Records for this exercise:
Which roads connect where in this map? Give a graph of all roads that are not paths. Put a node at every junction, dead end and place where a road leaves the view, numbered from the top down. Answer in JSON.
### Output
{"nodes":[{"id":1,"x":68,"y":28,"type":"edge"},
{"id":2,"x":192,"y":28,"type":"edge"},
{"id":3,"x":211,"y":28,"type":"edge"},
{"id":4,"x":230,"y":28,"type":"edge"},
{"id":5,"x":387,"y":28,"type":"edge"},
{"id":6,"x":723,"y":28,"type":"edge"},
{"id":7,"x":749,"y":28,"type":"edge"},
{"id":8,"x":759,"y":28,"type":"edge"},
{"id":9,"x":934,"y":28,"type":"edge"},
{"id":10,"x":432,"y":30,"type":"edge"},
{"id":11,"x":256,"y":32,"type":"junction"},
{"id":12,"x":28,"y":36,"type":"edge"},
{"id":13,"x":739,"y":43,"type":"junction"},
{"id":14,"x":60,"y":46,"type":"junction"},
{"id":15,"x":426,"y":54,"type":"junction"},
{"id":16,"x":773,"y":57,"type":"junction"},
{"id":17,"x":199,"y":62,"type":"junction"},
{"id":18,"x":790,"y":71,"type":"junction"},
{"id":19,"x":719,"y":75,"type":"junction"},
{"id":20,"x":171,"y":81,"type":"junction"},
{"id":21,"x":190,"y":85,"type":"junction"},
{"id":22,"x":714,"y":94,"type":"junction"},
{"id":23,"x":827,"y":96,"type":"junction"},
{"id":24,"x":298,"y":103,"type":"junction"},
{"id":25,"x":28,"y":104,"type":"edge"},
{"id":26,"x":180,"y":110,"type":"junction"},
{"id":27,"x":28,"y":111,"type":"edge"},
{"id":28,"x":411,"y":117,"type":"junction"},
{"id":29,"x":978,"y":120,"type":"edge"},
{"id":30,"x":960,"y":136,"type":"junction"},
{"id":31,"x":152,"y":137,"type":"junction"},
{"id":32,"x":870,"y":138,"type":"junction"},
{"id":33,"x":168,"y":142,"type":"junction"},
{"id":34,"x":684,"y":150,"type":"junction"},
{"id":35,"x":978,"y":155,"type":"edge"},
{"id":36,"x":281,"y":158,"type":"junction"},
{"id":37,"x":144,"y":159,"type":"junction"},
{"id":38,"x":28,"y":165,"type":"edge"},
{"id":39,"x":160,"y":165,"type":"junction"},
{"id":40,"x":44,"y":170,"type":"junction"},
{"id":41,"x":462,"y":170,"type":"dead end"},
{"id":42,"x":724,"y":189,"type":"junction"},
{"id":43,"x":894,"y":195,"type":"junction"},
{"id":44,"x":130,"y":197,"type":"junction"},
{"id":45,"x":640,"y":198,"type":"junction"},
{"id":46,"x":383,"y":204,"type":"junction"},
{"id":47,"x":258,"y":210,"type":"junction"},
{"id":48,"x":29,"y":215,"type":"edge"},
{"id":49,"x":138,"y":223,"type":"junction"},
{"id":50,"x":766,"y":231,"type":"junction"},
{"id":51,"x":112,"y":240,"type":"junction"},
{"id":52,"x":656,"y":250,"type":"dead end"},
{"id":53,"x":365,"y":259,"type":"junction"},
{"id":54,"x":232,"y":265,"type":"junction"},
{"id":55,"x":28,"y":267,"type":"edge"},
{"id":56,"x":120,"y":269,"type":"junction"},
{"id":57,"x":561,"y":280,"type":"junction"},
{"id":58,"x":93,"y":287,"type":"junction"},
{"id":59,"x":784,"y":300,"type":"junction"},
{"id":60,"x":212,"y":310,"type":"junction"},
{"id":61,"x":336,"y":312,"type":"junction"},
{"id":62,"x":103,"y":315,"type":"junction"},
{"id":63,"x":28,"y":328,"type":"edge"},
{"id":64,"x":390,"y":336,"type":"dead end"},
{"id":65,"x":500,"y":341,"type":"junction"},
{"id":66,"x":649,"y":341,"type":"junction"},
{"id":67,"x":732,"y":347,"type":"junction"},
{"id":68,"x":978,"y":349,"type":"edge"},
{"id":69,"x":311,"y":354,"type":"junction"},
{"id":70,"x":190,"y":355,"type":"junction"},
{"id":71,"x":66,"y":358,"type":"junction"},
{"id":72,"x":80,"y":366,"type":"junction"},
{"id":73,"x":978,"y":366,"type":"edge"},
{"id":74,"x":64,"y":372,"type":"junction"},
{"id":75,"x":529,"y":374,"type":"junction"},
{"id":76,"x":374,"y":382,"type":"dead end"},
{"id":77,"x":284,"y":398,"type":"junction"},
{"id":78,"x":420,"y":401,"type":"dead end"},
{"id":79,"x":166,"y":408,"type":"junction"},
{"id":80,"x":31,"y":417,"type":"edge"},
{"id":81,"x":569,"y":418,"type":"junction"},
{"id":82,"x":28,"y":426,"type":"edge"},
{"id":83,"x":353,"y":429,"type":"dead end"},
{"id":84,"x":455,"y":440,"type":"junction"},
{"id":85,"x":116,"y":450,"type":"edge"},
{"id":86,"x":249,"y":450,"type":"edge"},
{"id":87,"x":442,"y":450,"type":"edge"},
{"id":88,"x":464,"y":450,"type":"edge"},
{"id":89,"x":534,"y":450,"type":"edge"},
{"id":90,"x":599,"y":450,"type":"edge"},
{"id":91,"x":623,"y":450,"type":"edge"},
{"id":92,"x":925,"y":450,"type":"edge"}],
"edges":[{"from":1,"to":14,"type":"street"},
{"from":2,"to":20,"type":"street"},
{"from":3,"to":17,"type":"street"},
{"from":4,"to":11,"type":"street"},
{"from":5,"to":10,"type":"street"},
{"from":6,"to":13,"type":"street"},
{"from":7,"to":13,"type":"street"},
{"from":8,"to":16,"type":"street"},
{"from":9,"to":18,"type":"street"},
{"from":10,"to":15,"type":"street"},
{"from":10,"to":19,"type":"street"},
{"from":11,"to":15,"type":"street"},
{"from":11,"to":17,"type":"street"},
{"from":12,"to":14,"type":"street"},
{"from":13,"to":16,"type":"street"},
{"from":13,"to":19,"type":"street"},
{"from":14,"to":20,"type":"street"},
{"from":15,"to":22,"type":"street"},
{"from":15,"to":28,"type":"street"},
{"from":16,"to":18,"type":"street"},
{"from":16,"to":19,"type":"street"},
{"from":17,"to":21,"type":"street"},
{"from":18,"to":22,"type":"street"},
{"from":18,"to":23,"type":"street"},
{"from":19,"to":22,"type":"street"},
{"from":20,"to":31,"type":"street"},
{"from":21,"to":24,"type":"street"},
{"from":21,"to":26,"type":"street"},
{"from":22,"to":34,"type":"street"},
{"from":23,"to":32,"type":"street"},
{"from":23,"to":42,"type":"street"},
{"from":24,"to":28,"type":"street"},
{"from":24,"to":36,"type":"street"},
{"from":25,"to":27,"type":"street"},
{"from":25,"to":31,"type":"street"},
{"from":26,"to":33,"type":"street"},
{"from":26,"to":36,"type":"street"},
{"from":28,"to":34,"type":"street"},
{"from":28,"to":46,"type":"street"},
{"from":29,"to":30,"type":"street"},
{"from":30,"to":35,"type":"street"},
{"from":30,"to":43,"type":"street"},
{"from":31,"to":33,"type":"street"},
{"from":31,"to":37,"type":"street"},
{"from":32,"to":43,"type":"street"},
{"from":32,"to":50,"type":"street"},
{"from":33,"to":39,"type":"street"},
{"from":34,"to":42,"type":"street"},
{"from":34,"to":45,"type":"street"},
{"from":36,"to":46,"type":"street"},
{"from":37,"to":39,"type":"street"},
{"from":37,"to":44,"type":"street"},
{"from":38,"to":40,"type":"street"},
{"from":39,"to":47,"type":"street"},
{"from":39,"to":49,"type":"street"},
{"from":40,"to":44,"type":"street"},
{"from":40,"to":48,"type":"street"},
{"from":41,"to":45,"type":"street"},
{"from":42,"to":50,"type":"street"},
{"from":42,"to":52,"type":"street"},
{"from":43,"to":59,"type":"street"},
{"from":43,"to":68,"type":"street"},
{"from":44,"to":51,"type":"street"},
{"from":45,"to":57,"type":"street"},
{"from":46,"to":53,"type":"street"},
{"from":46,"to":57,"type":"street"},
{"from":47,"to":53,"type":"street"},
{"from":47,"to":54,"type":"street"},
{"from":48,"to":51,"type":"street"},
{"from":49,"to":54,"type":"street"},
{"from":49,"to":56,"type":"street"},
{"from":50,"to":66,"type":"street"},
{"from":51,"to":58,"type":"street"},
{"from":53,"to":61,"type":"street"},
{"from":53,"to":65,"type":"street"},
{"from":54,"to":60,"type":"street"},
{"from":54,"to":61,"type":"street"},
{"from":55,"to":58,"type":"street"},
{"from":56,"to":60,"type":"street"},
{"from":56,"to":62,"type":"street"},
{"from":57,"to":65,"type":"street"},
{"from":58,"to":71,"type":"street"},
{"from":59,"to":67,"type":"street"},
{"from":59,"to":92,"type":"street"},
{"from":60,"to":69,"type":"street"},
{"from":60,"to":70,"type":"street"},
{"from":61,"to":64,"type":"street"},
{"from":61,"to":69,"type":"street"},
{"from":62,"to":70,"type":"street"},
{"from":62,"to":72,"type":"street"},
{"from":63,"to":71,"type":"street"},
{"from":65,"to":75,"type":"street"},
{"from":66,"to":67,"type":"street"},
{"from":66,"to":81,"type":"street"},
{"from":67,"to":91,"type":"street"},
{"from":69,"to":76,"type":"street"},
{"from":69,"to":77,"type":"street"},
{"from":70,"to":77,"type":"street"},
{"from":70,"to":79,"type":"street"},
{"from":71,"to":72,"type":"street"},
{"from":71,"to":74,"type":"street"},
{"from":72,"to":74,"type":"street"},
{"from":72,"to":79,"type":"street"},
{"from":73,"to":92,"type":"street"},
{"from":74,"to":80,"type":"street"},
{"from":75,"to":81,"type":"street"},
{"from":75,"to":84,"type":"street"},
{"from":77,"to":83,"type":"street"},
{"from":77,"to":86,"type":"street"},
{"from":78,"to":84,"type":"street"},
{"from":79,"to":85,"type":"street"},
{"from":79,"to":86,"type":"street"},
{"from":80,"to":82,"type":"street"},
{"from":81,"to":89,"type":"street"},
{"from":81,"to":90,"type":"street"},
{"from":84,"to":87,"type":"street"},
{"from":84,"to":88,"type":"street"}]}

Work instructions:
Using the records given above, list every line that includes the word "dead".

Your response:
Which roads connect where in this map? Give a graph of all roads that are not paths. Put a node at every junction, dead end and place where a road leaves the view, numbered from the top down. Answer in JSON.
{"id":41,"x":462,"y":170,"type":"dead end"},
{"id":52,"x":656,"y":250,"type":"dead end"},
{"id":64,"x":390,"y":336,"type":"dead end"},
{"id":76,"x":374,"y":382,"type":"dead end"},
{"id":78,"x":420,"y":401,"type":"dead end"},
{"id":83,"x":353,"y":429,"type":"dead end"},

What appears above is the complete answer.